The justification for it is clear enough, however: Frankenstein wouldn't need to rely on Thorley Walter's bumbling Dr Hertz if he was physically whole, and he certainly wouldn't need someone else's Hans.

The real surprise is the way that the production treats Polish-born Susan Denberg. Despite those bandage-bikini promotional images, Hammer had yet to hit it's early 70s exploitation period, and they actually give the August 1966 Playmate a challenging acting role - a dual role, no less. Not only that, but the supposed physical unattractiveness of her initial character is also intrinsic to the plot of the film - refreshingly unpredictable writing for a beautiful up-and-coming actress. As the disfigured Christina, Denberg is an extremely sympathetic figure and her relationship with Hans is touching but ultimately tragic.
The vile intercession of three proto-Clockwork Orange privileged thugs (one of them played by a young Derek Fowlds prior to Basil Brush) begins a series of events leading to the deaths of the two innocent lovers. It also provides the Baron with a fresh female cadaver, and access to the guillotined Han's soul.

Hans regards the three sadistic Toffs warily.  Basil Brush's friend Mr Derek is on the far left.
The Baron takes care of the tricky soul transmigration business, while Hertz is able to surgically cure Christina of her previous physical ailments (which quite naturally has the side-effect of turning the previously dark-haired girl blonde.)
The result is a revived and child-like woman who unfortunately shares her perfect body with the vengeful soul of her unjustly-executed boyfriend.
Seduction and gruesome murder soon follow ...

So, there is far more to this story than the simple 'Frankenstein creates a female monster' direction which the publicity encouraged us to expect.
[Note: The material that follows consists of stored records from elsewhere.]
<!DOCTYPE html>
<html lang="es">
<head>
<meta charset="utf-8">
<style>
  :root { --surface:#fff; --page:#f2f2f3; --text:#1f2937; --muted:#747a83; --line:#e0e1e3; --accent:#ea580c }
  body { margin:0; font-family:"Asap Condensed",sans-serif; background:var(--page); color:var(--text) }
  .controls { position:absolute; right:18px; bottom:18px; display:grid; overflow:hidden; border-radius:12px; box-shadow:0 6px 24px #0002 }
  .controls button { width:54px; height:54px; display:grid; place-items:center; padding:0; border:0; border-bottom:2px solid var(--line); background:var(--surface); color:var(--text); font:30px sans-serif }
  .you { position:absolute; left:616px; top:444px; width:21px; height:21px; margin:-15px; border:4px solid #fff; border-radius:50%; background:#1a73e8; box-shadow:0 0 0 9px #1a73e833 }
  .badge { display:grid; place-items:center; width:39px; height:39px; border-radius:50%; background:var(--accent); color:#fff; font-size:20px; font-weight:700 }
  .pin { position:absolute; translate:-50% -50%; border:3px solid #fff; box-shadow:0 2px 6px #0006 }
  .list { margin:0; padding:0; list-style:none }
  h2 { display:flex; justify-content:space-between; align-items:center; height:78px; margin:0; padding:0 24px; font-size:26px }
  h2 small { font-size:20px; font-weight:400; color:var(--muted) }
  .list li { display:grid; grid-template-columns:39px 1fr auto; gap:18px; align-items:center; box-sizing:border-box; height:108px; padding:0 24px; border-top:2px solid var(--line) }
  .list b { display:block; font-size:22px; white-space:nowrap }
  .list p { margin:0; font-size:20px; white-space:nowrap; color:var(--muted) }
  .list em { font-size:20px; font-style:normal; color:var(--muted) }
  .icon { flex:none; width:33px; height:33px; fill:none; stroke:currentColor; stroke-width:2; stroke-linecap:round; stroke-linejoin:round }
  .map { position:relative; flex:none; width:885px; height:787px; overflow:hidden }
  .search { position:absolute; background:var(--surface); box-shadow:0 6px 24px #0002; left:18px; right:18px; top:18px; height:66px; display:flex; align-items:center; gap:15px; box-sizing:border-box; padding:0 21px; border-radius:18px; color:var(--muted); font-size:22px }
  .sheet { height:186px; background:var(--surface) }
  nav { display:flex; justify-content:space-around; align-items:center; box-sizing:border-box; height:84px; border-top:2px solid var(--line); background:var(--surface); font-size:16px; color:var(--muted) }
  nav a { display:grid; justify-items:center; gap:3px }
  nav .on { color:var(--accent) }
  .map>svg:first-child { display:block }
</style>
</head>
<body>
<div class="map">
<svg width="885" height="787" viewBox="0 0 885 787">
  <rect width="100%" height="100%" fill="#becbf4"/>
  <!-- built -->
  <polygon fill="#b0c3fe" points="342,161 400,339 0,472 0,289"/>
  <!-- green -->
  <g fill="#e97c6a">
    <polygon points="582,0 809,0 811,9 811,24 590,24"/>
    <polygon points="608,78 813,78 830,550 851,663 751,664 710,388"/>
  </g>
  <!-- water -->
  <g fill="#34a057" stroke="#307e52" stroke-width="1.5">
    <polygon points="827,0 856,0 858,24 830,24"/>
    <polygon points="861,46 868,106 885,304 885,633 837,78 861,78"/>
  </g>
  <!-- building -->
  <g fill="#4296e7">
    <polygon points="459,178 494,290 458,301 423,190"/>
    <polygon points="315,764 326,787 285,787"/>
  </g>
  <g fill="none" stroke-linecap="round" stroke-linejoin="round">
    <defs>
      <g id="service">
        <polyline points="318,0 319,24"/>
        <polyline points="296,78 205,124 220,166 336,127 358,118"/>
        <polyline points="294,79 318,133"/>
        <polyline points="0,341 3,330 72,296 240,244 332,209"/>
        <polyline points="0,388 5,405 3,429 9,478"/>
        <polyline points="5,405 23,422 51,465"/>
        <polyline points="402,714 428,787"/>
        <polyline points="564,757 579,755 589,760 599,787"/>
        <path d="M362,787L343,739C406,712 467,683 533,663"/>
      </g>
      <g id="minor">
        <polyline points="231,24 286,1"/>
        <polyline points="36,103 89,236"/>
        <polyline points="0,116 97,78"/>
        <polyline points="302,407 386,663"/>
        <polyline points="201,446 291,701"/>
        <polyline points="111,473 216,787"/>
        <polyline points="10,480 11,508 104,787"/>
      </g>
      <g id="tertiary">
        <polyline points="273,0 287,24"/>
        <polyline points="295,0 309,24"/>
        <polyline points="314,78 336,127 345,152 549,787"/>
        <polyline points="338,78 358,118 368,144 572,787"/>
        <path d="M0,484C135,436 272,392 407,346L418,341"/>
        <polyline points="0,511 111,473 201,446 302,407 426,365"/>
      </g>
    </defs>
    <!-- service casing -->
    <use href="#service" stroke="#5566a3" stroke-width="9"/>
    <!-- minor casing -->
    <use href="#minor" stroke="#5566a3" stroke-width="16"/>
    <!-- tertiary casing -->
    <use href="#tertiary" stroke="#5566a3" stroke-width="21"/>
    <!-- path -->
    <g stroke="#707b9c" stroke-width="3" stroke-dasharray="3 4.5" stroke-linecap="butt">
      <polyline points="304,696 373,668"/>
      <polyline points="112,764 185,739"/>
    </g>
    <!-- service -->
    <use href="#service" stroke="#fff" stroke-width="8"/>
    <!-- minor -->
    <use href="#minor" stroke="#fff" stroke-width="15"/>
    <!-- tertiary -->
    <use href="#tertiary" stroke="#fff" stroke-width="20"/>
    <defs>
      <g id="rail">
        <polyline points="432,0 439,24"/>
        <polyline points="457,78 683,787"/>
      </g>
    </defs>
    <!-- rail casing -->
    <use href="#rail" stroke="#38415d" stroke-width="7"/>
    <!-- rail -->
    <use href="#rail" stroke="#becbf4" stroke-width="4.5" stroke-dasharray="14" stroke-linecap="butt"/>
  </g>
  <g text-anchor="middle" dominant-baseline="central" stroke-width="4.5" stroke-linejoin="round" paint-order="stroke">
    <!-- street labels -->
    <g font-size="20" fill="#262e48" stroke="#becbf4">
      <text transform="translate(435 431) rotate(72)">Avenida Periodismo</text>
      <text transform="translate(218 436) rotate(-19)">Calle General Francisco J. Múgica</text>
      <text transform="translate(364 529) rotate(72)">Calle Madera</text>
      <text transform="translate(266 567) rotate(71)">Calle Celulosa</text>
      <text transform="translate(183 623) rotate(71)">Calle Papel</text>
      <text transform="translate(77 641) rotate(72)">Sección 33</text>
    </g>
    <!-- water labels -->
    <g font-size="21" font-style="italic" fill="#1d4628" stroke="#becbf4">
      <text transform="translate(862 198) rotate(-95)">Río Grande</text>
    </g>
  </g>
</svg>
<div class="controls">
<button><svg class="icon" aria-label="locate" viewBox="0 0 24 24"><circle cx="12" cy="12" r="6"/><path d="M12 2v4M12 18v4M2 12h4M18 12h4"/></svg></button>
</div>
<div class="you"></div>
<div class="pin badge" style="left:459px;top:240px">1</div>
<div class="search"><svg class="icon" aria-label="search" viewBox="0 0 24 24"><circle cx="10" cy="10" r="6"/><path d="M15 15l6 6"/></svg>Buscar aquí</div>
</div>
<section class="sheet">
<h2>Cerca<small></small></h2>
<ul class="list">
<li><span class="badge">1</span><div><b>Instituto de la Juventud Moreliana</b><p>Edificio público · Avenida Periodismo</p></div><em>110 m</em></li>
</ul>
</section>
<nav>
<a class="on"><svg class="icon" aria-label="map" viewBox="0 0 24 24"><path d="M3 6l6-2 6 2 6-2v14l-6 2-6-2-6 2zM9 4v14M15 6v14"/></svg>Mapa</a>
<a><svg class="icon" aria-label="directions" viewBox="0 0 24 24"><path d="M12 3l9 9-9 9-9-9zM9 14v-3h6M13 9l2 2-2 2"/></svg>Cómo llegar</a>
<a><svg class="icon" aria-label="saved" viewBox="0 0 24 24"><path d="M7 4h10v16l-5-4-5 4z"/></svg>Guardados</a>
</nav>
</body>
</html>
Of all the films in this series, this one sidelines the Baron the most, the major villains being the trio who earn Christina/Han's bloody revenge, but Cushing does get a brilliant entrance and then proceeds to enliven and enrich any scene he appears in, as usual.

The Baron finds himself having to depend upon Thorley Walter's Dr Hertz.
Famously, Martin Scorsese picked Frankenstein Created Woman as part of a 1987 National Film Theatre season of his favourite films, saying: 
"I like all Hammer films. If I singled this one out, it's not because I like it the best - it's a sadistic film, very difficult to watch - but because, here, they actually isolate the soul: a bright blue shining translucent ball. The implied metaphysics are close to something sublime". 
Quentin Tarantino is obviously also a fan, owning one of the only 16mm prints of Frankenstein Created Woman.

This was to be not only Susan Denberg's only role for Hammer, but her last film.  A victim of early show business success and late sixties drug culture, she suffered a major breakdown and was hospitalised shortly before she was to star in the film which made replacement Marianne Faithful famous: Girl on a Motorcycle.

Avoiding attention and publicity to this day, Susan Denberg's iconic association with this film has never-the-less given her lasting fame in the Hammer house of horror.

Susan Denberg with her co-star in happier times.